“Girl, do you have any idea who you’re—”
Bishop Sutton’s words cut off as the girl plunged her dagger into his side.
Sutton groaned, mouth opening on a silent scream, eyes bulging in shock.
That first stab encouraged the others, and then Ada stabbed into him. Then another girl, and a fourth. All over Sutton’s body they jabbed their daggers and knives, again and again.
I stilled halfway across camp, slapping a hand to my mouth. Watching in sheer terror and numbness.
The girls howled as they had back at the carriage. Feral, primal, angry, and needing somewhere to exact their retribution. Someone to blame.
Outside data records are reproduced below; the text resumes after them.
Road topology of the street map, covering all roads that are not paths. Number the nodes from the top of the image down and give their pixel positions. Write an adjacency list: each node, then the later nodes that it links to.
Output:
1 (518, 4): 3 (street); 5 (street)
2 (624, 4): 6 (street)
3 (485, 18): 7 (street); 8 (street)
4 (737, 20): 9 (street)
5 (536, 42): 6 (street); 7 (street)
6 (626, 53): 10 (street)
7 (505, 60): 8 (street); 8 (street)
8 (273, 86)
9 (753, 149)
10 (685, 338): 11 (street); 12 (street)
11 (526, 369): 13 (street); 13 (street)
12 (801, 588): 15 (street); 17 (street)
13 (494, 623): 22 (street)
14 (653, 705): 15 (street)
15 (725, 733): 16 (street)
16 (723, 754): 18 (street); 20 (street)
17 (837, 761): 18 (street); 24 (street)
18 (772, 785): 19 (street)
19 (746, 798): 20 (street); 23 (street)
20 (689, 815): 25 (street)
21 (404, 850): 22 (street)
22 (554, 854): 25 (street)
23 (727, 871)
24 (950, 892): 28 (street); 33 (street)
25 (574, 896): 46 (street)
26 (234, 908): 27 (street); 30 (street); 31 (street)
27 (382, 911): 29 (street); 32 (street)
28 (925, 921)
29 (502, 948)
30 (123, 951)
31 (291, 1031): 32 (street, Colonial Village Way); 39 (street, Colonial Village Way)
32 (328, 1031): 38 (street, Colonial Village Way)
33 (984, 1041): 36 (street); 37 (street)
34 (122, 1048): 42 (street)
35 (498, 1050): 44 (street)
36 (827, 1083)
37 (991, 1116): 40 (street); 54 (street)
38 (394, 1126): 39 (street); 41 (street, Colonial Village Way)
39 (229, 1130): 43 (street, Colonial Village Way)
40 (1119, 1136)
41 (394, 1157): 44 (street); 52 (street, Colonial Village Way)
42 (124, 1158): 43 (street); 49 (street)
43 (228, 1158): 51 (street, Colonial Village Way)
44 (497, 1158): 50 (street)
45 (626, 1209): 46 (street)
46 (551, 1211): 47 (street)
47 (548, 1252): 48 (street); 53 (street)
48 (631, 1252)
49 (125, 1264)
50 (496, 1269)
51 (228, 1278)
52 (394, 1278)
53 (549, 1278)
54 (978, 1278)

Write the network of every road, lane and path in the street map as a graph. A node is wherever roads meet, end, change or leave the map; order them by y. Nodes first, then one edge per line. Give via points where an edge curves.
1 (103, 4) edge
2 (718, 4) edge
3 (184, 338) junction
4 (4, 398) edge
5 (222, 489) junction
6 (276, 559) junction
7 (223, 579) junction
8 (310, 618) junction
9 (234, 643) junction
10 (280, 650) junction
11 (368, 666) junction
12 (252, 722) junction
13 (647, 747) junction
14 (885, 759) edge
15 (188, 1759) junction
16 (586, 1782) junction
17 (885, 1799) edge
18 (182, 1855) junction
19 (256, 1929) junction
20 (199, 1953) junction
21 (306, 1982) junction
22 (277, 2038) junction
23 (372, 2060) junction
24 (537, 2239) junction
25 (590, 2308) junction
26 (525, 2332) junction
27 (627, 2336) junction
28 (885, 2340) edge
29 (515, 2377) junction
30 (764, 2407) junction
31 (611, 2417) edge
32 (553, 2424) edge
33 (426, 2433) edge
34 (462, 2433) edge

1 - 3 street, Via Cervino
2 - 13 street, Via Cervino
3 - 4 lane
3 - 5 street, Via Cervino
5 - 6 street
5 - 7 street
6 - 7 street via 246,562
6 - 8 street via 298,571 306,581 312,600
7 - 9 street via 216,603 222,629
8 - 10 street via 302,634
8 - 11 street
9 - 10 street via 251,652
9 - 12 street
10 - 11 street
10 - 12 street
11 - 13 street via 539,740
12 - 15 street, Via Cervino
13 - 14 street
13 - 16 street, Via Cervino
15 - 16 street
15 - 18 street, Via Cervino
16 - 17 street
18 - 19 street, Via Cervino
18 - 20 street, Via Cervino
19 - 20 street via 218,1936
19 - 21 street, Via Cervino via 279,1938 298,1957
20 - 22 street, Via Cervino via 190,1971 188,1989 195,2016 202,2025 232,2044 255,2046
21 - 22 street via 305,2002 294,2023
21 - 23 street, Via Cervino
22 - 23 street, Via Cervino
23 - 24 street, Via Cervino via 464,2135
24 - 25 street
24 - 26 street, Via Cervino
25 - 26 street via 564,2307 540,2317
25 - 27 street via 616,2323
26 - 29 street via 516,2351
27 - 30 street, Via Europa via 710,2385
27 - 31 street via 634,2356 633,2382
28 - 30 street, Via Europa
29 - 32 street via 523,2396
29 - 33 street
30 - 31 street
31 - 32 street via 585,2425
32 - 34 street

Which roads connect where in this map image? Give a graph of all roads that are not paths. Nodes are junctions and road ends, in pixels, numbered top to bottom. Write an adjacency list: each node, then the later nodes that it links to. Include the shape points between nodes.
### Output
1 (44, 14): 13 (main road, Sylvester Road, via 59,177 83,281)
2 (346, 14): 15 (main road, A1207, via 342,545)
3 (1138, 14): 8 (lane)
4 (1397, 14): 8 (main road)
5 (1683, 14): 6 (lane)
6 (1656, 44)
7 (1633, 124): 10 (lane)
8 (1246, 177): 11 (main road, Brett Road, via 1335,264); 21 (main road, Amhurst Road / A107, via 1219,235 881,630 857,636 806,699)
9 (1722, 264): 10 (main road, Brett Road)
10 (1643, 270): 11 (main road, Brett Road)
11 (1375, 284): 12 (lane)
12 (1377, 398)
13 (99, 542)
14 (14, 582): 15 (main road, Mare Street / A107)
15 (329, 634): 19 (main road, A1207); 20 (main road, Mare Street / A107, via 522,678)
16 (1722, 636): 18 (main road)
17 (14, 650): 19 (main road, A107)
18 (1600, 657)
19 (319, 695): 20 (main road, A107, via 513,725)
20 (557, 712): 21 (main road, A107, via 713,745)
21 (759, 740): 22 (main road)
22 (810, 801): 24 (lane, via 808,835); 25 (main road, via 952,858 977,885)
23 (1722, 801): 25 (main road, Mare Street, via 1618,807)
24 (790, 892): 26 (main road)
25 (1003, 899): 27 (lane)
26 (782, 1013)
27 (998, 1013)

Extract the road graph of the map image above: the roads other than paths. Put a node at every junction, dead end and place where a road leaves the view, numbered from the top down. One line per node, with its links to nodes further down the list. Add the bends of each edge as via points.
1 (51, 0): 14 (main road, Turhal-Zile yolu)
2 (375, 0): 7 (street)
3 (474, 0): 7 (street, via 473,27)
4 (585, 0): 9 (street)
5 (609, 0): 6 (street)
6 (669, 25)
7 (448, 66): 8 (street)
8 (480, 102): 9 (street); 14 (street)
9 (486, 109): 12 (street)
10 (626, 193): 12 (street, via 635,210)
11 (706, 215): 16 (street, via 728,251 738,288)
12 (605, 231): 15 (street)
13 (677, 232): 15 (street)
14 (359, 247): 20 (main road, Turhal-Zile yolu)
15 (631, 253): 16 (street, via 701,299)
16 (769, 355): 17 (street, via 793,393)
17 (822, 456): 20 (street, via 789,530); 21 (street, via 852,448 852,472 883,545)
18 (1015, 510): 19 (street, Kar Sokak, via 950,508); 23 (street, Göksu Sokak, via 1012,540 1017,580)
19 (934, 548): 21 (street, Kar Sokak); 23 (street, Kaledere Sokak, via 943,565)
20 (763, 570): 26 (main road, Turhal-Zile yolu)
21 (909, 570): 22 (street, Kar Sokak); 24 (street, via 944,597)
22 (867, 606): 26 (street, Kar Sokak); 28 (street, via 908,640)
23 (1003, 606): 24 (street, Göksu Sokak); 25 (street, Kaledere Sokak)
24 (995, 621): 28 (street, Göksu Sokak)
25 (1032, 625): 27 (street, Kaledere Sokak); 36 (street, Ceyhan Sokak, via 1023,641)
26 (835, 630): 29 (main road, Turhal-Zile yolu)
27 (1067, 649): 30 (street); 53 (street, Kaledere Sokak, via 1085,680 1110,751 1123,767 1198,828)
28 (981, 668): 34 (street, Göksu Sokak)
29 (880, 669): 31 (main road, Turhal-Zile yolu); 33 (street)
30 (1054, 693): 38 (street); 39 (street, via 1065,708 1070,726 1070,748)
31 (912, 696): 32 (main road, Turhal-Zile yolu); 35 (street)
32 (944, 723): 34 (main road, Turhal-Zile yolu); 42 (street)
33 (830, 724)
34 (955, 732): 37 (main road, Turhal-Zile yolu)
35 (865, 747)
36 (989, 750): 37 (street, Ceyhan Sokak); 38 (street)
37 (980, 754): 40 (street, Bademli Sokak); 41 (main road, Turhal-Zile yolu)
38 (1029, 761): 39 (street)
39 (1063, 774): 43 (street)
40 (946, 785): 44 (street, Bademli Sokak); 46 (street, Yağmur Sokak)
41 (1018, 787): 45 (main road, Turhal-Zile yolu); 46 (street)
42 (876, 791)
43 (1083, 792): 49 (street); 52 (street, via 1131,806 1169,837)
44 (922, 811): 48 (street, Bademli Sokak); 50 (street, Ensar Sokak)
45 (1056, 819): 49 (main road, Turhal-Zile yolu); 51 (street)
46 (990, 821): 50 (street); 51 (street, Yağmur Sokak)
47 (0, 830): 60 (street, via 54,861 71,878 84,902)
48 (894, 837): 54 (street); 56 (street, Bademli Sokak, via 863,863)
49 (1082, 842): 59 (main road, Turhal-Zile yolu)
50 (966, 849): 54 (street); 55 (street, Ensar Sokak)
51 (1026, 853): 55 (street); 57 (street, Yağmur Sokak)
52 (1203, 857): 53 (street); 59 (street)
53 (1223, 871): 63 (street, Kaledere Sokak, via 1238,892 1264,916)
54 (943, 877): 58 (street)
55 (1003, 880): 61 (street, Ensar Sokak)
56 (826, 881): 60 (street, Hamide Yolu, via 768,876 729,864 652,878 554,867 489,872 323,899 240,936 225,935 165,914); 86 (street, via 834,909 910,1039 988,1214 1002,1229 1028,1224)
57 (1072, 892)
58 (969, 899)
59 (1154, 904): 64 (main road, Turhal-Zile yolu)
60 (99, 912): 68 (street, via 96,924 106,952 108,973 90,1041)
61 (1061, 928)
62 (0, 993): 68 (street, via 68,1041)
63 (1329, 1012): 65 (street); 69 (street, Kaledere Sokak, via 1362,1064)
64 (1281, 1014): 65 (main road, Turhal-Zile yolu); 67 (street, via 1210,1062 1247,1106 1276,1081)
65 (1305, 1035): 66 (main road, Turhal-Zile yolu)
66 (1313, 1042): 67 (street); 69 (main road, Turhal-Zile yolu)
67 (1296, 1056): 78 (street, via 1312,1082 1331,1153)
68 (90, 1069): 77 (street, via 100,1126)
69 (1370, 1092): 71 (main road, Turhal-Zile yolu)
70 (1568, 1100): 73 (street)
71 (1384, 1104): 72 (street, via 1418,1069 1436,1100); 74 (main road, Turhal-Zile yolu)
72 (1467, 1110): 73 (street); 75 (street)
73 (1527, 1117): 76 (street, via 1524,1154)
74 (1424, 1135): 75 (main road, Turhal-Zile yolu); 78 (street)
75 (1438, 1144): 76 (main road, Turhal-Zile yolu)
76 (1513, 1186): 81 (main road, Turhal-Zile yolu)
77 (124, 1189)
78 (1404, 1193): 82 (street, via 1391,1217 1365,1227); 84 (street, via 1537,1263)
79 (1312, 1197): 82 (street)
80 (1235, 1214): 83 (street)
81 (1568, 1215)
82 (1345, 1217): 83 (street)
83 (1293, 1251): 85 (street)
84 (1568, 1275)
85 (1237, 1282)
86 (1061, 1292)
It just so happened that that someone was a defenseless, tied-up priest, and one of the most powerful men in the country.
They pierced him over and over, until his pristine white robes were trailing with red streaks, lines of blood. Until the gore was dripping from his chin and his eyes were dewy, glassy, and sightless.
They kept stabbing him once he was dead, all but ripping apart the bishop’s body.
And I just watched, unable to do anything to stop it.
“Oh good fucking God,” Tuck eked under his breath as he sidled up next to me. He made the sign of the cross over his body. “Lord have mercy on our souls.”
The squelching of the girls’ daggers plunging into flesh became a wet, grotesque sound. They kept stabbing and stabbing until their skinny arms got tired.
By that point, everyone in camp was bearing witness in a circle behind them, dumbfounded. Emma was on her knees, weeping loudly into her hands.
Will Scarlet and Alan-a-Dale returned to my side, having just caught wind of what was going on here.
I had been too distracted by Griff’s wound to stop the young women from executing Sutton. We all had.
“Well,” Will said simply, hands on his hips, staring at the bloody carcass of Bishop Sutton. “That’s not fucking good.”
Chapter 26
Robin
Numbness coiled around every sinew in my body. I was more lost than ever. Didn’t know what to do when everyone in camp looked to me in horror, searching for answers.
I simply didn’t have them.
The fury inside me boiled over, mingling with pain and grief and sadness from so much loss. I saw black spots in my vision for a moment, everything going dim.
A hand fell on my shoulder.
The calming touch of Friar Tuck.
“Little heathen?” he said softly.
Except this time, his touch didn’t calm. It burgeoned the fires of wrath clawing up my spine.
I spun on him wordlessly, fixing Tuck with a glare that made him backpedal a step in shock. I could only imagine what he saw dancing in my eyes to make him pale and look so frightened when he stared down at me, a woman half his size.
I shoved Tuck in his strong chest, inching him back another step, toward his tent.
“You look . . . angry with me,” he said in a low voice. When I shoved him again, he grabbed my wrists. “We have an audience, lass. Is now really the time—”
“Move,” I ordered, and my voice brooked no argument.
I felt apart of myself, like a floating spirit looking in, pitying whatever darkness had corrupted me.